What a rough couple of days. I have been feeling exhausted lately. 18 credits with the classes that they are kinda kills me sometimes. Especially this stupid art class that is 6 hours a week and 12 on Saturdays. Because of how much work I have to do for it. Thats just obnoxious. This past week i had my midterm papers. They were kinda hard and i am not happy with them. In general just boring and not super well written with good translations. It has been a while since i wrote a real essay so it just gets away from me. Anyways those are due on Tuesday along with my French essay and vocab test and a math test. Not hard but just a lot of work. This weekend I went and looked at a wedding venue with Spegan. It was alright. I think not their style. The ceremony part was but the actual reception wasn't what i think they are looking for. Yesterday though it all just hit me like how much stuff is going on. And mostly how much money everything is going to cost me. I feel like i have less time than work. When we got back home yesterday i just crashed on Rosalyns bed and unloaded my stress. My problem with all this wedding stuff is that it isn't happening on a timeline that makes sense to me. Which is whatever but it's sucky when i block out a day to do wedding stuff and get in that mindset that we just from lets spend 5 hours today looking at one venue. Then come home and lets do homework all night. I dunno maybe it is just me thinking wouldn't this make more sense to just take a full day and look at 3 or 4 places and get that scheduled so that we don't have to make 4 different trips? I guess because we have to have every person in the families opinion. But i guess what makes no sense to me isn't that but for which areas of the wedding does who's input or opinion matter. I dunno maybe it's better for me to just go hands off for the wedding. I don't really understand what is going on anymore.
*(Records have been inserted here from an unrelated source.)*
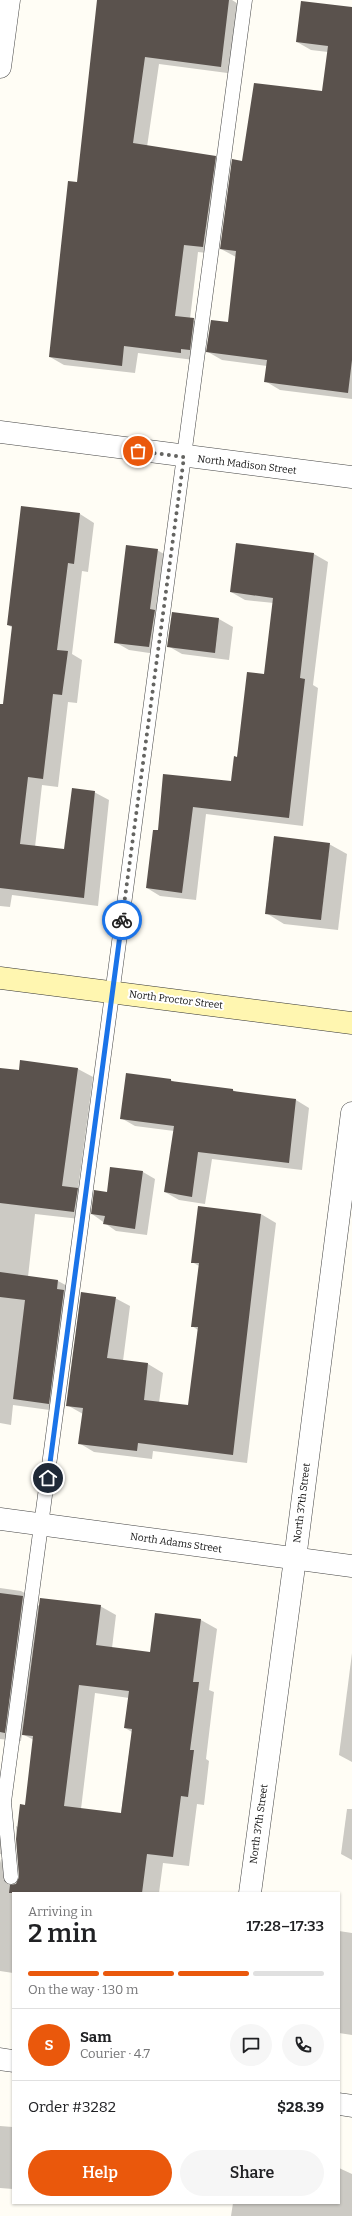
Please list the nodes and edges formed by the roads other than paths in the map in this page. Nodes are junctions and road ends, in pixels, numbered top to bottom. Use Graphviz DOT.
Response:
graph roads {
  1 [pos="9,0"];
  2 [pos="245,0"];
  3 [pos="0,67"];
  4 [pos="0,432"];
  5 [pos="184,457"];
  6 [pos="352,477"];
  7 [pos="0,978"];
  8 [pos="112,992"];
  9 [pos="352,1023"];
  10 [pos="352,1113"];
  11 [pos="0,1519"];
  12 [pos="41,1525"];
  13 [pos="295,1559"];
  14 [pos="352,1566"];
  15 [pos="11,1877"];
  16 [pos="250,1892"];
  17 [pos="0,2060"];
  18 [pos="12,2061"];
  19 [pos="340,2104"];
  20 [pos="352,2106"];
  1 -- 3 [label="street"];
  2 -- 5 [label="lane"];
  4 -- 5 [label="street, North Madison Street"];
  5 -- 6 [label="street, North Madison Street"];
  5 -- 8 [label="lane"];
  7 -- 8 [label="street, North Proctor Street"];
  8 -- 9 [label="street, North Proctor Street"];
  8 -- 12 [label="lane"];
  10 -- 13 [label="street, North 37th Street"];
  11 -- 12 [label="street, North Adams Street"];
  12 -- 13 [label="street, North Adams Street"];
  12 -- 15 [label="lane"];
  13 -- 14 [label="street, North Adams Street"];
  13 -- 16 [label="street, North 37th Street"];
  17 -- 18 [label="street"];
  19 -- 20 [label="street"];
}
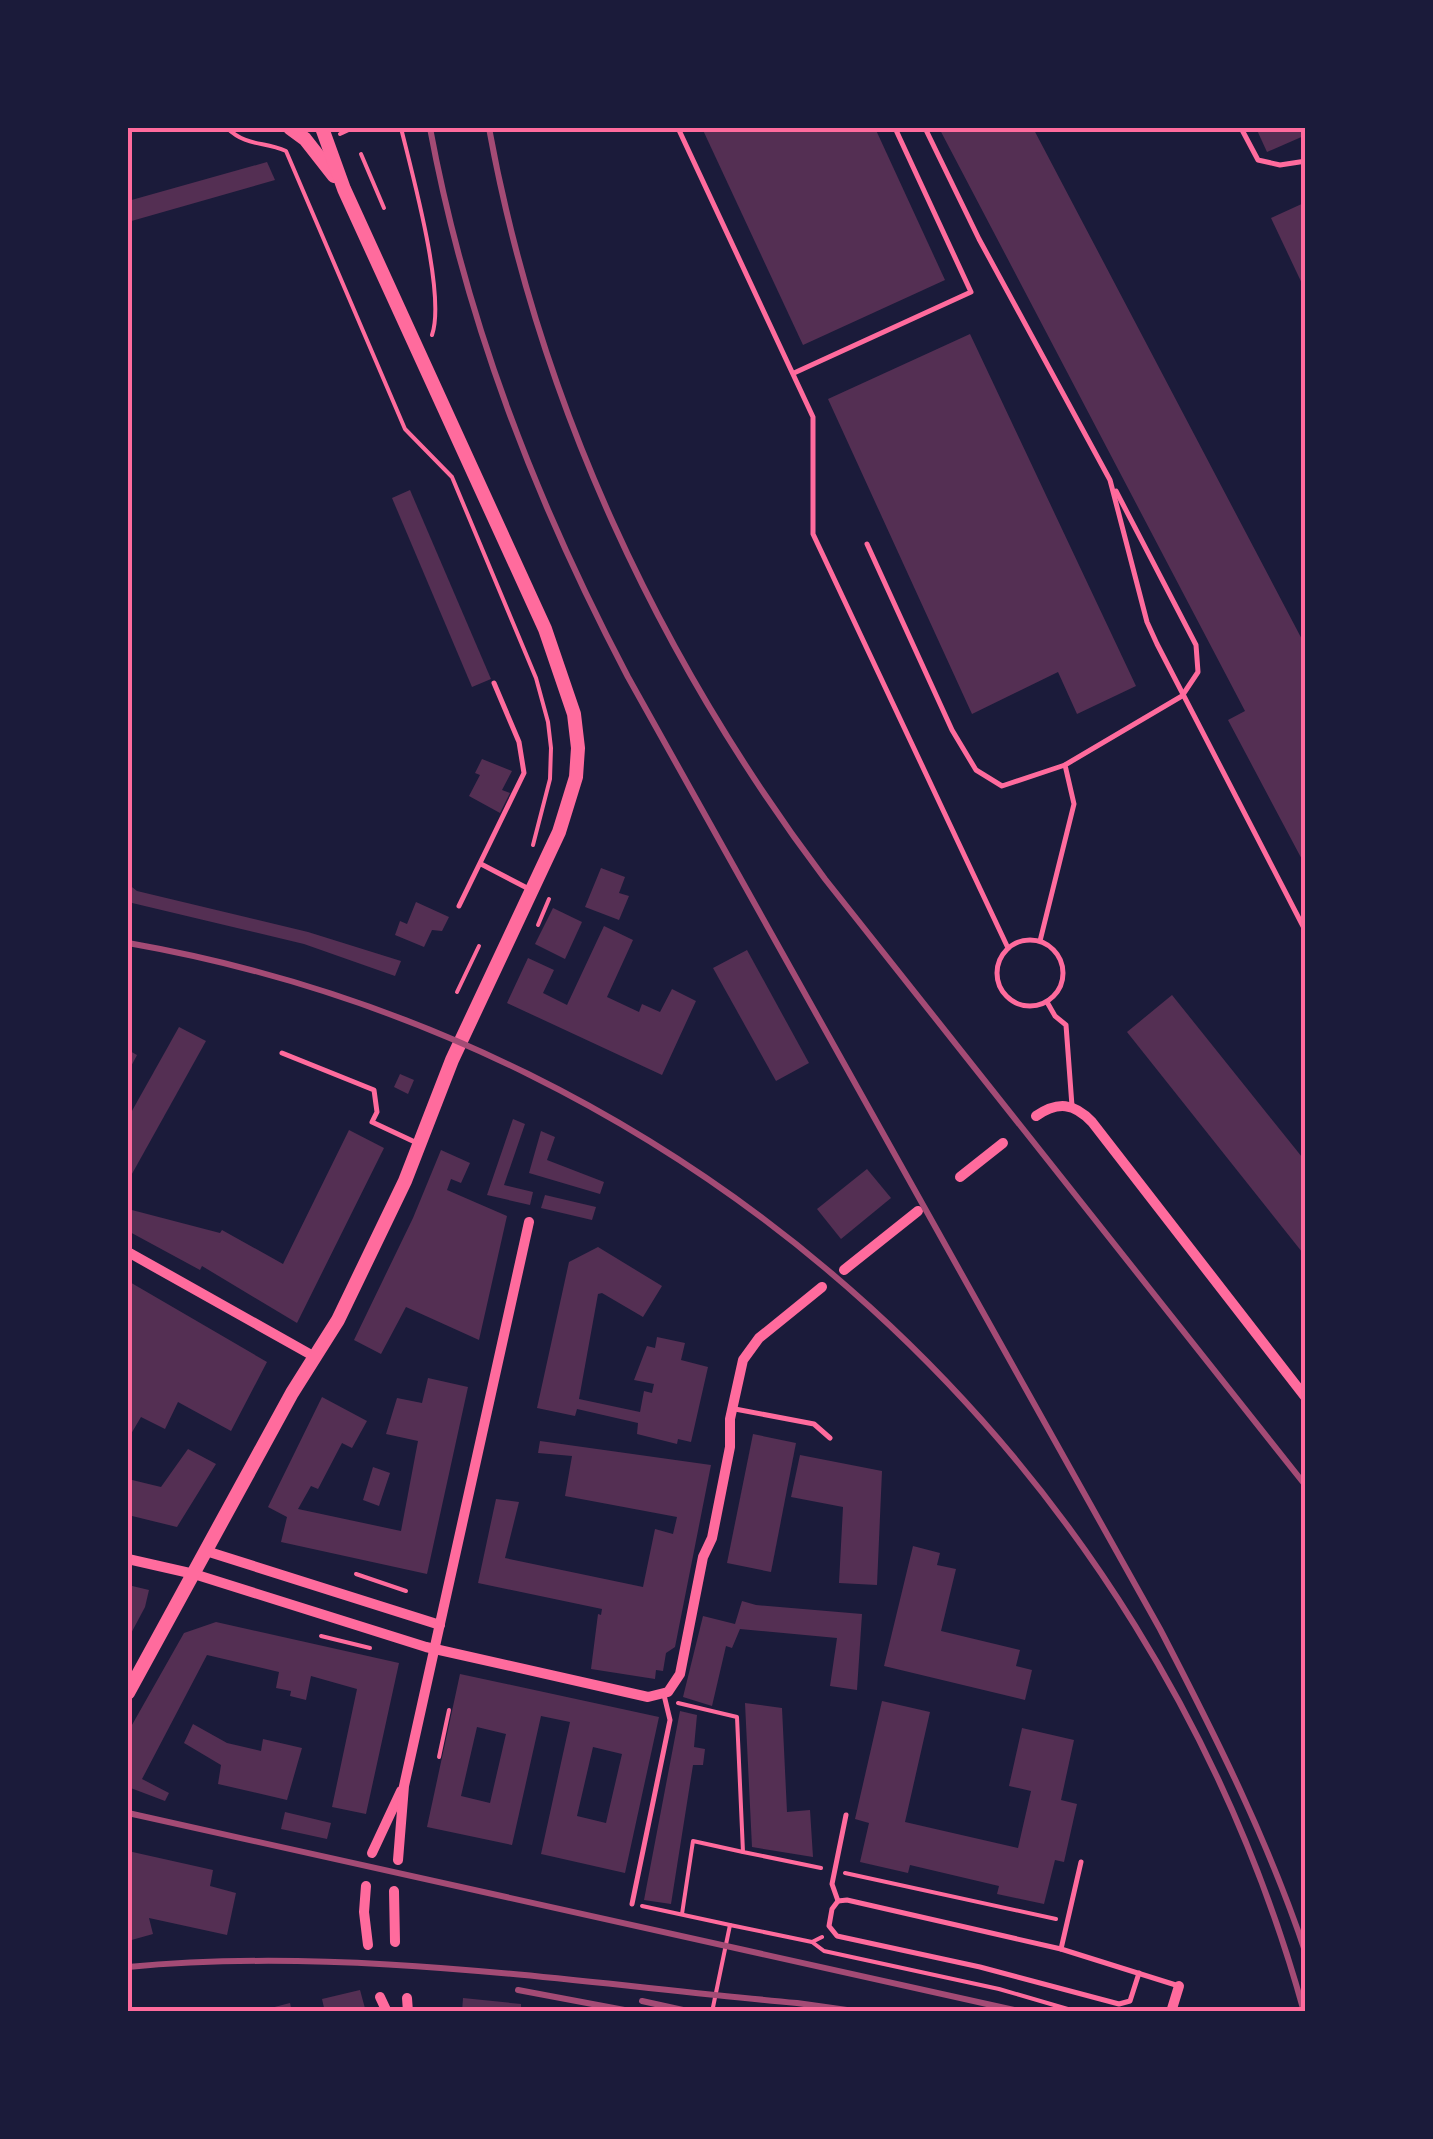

I have been feeling like i am going to throw up for like a week now. I think it i from stress but it is really annoying. Tonight Rosalyn and I went to Olive Garden in order to de-stress/ we had been craving it. afterwords we went to Target and that was fun.  This was after spending 3 and a half hours at the library writing on of my papers.I need to get a move on with my France stuff. And tomorrow i have to meet with my adviser to figure out next terms classes for sure. I hope it doesn't go horrible. But mostly lately i am getting that sense of oh crap i have to spend so much money on stuff soon. Which makes me stress out. It makes me feel like i need to have a job right now in order to pay for stuff that is coming up. But really do i have time for that? I wish...

I need to send out my Christmas list.